** Opening TASK INPUTS block **

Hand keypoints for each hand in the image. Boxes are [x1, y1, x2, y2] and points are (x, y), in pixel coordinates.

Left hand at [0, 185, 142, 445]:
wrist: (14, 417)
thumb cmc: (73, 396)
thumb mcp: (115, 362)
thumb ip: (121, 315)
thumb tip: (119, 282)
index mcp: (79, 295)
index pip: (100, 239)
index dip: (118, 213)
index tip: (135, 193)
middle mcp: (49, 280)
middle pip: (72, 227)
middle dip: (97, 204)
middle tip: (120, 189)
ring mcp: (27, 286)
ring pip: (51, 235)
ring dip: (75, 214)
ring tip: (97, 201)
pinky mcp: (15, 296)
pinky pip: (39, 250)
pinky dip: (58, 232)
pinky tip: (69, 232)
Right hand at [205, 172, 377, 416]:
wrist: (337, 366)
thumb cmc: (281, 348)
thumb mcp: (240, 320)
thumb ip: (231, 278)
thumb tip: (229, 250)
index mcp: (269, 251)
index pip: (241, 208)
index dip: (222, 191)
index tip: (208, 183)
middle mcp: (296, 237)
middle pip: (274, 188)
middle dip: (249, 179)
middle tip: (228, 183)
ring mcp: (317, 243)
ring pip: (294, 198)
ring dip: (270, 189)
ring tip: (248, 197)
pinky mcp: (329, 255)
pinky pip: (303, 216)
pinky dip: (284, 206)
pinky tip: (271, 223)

** Closing TASK INPUTS block **
** Opening TASK INPUTS block **

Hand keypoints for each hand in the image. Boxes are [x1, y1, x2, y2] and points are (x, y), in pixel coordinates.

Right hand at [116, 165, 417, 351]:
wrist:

** Closing TASK INPUTS block **

#### [WHAT IS EXPECTED]
If a line in the material above contains the word "middle", copy it.

#### [SOLUTION FOR THIS TASK]
middle mcp: (49, 280)
middle pip: (72, 227)
middle dip: (97, 204)
middle tip: (120, 189)
middle mcp: (296, 237)
middle pip: (274, 188)
middle dip: (249, 179)
middle tip: (228, 183)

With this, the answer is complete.